Figure 1: Intracellular measures of resolution in light adapted honey bee photoreceptors.
From: Visual acuity of the honey bee retina and the limits for feature detection

(a) Example responses to red, green or blue bars swept through the receptive field (width: 4°, length 90°, velocity 80°/s) against a black background (responses are normalized to maximum response, i.e. to the white bar). All photoreceptors included in further analysis displayed similar spectral sensitivity with maximal response to green features. (i.e. green-sensitive or long-wavelength photoreceptor type). The raw 2-dimensional receptive field of a frontal photoreceptor was obtained by scanning its receptive field horizontally with a black square target (3 deg2) at a velocity of 32°/s across a vertical series of scan lines 0.13° apart. Colours show deflection in membrane potential in mV. (b) Estimates of individual photoreceptor receptive fields across the eye (N = 18). Ellipses denote relative sizes of angular sensitivity. Arrows denote frontal and lateral body axes (F: 0° azimuth, 0° elevation, L: 90° azimuth, 0° elevation) and the dorsal pole.
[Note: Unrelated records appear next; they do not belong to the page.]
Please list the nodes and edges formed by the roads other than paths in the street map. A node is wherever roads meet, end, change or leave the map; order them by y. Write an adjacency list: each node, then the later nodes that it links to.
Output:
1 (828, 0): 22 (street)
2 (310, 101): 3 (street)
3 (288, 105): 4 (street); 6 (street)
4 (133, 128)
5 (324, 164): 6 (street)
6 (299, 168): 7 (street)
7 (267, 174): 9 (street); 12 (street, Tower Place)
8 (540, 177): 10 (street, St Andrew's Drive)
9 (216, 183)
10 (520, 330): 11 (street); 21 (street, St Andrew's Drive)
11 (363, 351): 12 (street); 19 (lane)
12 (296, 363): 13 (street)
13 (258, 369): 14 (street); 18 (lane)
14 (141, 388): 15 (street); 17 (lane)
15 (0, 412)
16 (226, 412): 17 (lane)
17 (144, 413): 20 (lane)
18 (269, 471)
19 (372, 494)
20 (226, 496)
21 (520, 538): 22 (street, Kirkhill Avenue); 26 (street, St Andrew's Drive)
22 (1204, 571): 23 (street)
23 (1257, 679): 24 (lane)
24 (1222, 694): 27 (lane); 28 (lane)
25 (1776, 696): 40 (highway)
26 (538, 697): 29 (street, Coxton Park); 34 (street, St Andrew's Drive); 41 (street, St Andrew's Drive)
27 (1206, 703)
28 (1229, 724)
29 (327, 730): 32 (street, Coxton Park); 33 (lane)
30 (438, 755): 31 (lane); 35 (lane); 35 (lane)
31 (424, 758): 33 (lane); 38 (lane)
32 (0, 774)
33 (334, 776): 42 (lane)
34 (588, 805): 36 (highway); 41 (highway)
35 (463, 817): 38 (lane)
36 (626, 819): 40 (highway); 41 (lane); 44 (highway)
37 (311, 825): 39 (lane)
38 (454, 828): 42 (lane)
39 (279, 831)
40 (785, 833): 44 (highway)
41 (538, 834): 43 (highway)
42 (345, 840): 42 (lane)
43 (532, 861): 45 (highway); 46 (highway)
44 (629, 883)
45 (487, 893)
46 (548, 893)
The grey shading indicates lateral and frontal subsets of photoreceptors. Coloured plots show example 2D Gaussian kernel fits that account for the individual receptive fields from one frontal and one lateral photoreceptor, together with the vertical (dotted line) and horizontal (unbroken line) components of the angular half-width, Δρ. (c) Horizontal (⦁) and vertical (⚬) estimates of angular sensitivity (Δρ) in photoreceptors recorded across the eye as in (b). Least-square regression lines are reported for horizontal (unbroken line) and vertical (dotted line) components. Both Δρh and Δρv increase with increasing eccentricity, calculated as Euclidean distance from the frontal body axis (0° azimuth and 0° elevation).